### Problem
This exercise calls for every line of the data below with the string "Чехова" in it.

### Exercise inputs
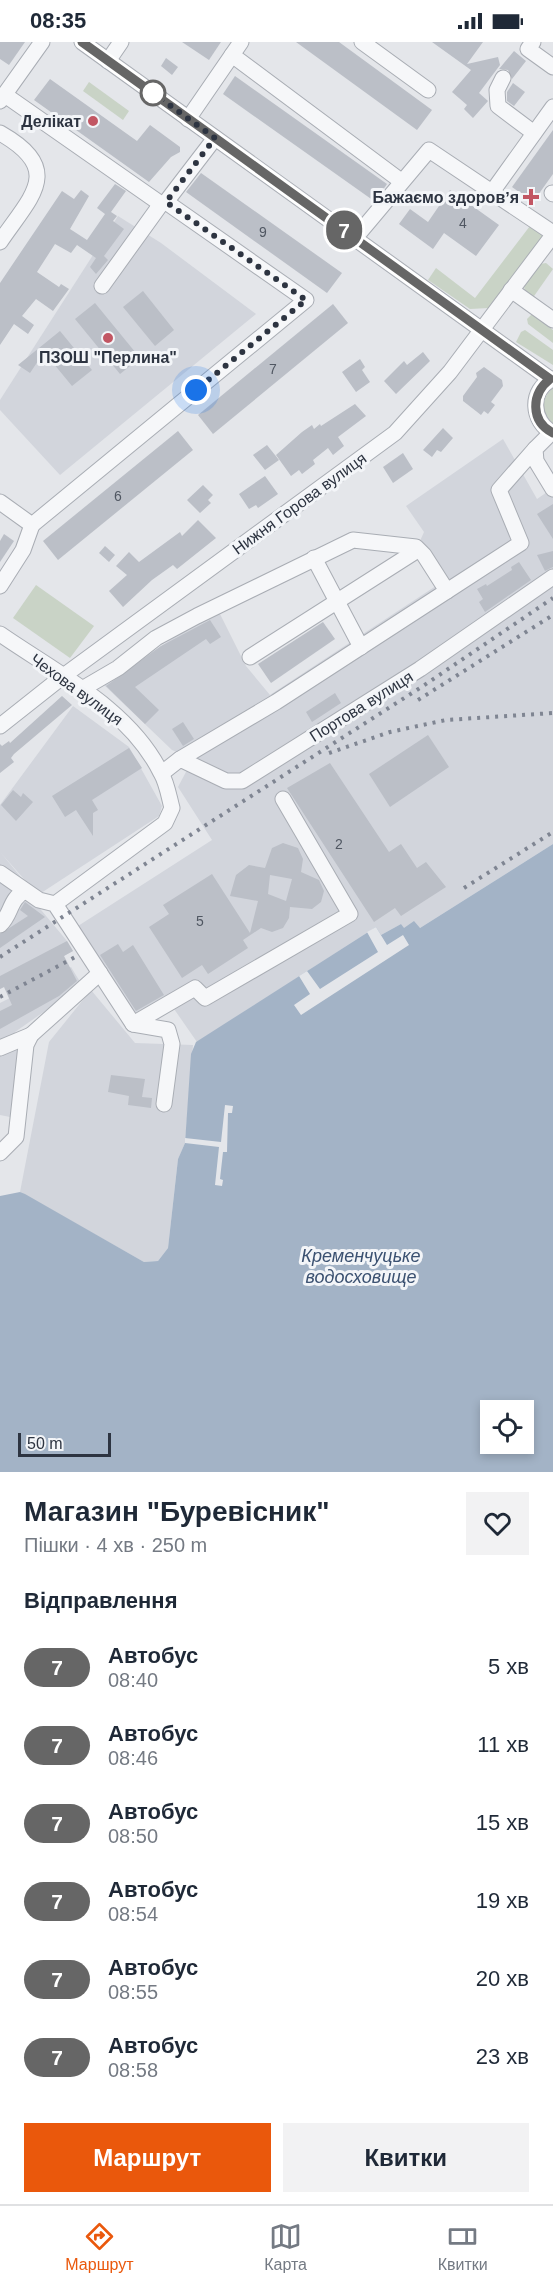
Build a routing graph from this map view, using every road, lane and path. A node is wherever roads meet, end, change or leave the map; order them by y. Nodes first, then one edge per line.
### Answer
1 (42, 42) edge
2 (82, 42) edge
3 (121, 42) edge
4 (362, 42) edge
5 (533, 42) edge
6 (236, 48) edge
7 (108, 61) junction
8 (553, 67) edge
9 (503, 78) dead end
10 (4, 90) edge
11 (428, 90) dead end
12 (553, 107) edge
13 (188, 119) junction
14 (0, 133) edge
15 (534, 133) junction
16 (215, 138) junction
17 (401, 181) junction
18 (492, 192) junction
19 (163, 203) junction
20 (553, 234) edge
21 (355, 238) junction
22 (0, 242) edge
23 (547, 255) edge
24 (102, 286) dead end
25 (511, 290) junction
26 (553, 320) edge
27 (482, 329) junction
28 (552, 379) edge
29 (552, 433) edge
30 (535, 449) junction
31 (553, 489) edge
32 (0, 502) edge
33 (32, 525) junction
34 (413, 554) dead end
35 (314, 558) junction
36 (553, 577) edge
37 (0, 586) edge
38 (447, 591) junction
39 (337, 604) junction
40 (0, 634) edge
41 (361, 647) junction
42 (250, 657) dead end
43 (62, 677) junction
44 (82, 689) junction
45 (0, 726) edge
46 (180, 759) junction
47 (162, 773) junction
48 (283, 799) dead end
49 (0, 873) edge
50 (25, 891) junction
51 (55, 904) junction
52 (0, 925) edge
53 (100, 973) junction
54 (133, 1024) junction
55 (31, 1035) junction
56 (0, 1048) edge
57 (165, 1104) dead end
58 (0, 1153) edge

1 - 10 street
2 - 7 street
3 - 7 street
4 - 11 street
5 - 8 street
6 - 13 street
6 - 17 street
7 - 13 street
9 - 15 street
10 - 19 street
12 - 15 street
13 - 16 street
14 - 22 street
15 - 18 street
16 - 19 street
16 - 21 street
17 - 18 street
17 - 21 street
18 - 20 street
19 - 24 street
19 - 33 street
20 - 23 street, Нижня Горова вулиця
21 - 27 street
23 - 25 street, Нижня Горова вулиця
25 - 26 street
25 - 27 street, Нижня Горова вулиця
27 - 28 street
27 - 43 street, Нижня Горова вулиця
28 - 29 street
29 - 30 street
30 - 31 street
30 - 38 street
32 - 33 street
33 - 37 street
34 - 39 street
35 - 38 street
35 - 39 street
35 - 44 street
36 - 46 street, Портова вулиця
38 - 41 street
39 - 41 street
39 - 42 street
40 - 43 street, Чехова вулиця
41 - 46 street
43 - 44 street, Чехова вулиця
43 - 45 street, Нижня Горова вулиця
44 - 47 street, Чехова вулиця
46 - 47 street
47 - 51 street, Чехова вулиця
48 - 54 street
49 - 50 street
50 - 51 street
50 - 52 street
51 - 53 street
53 - 54 street
53 - 55 street
54 - 57 street
55 - 56 street
55 - 58 street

### Exercise response
40 - 43 street, Чехова вулиця
43 - 44 street, Чехова вулиця
44 - 47 street, Чехова вулиця
47 - 51 street, Чехова вулиця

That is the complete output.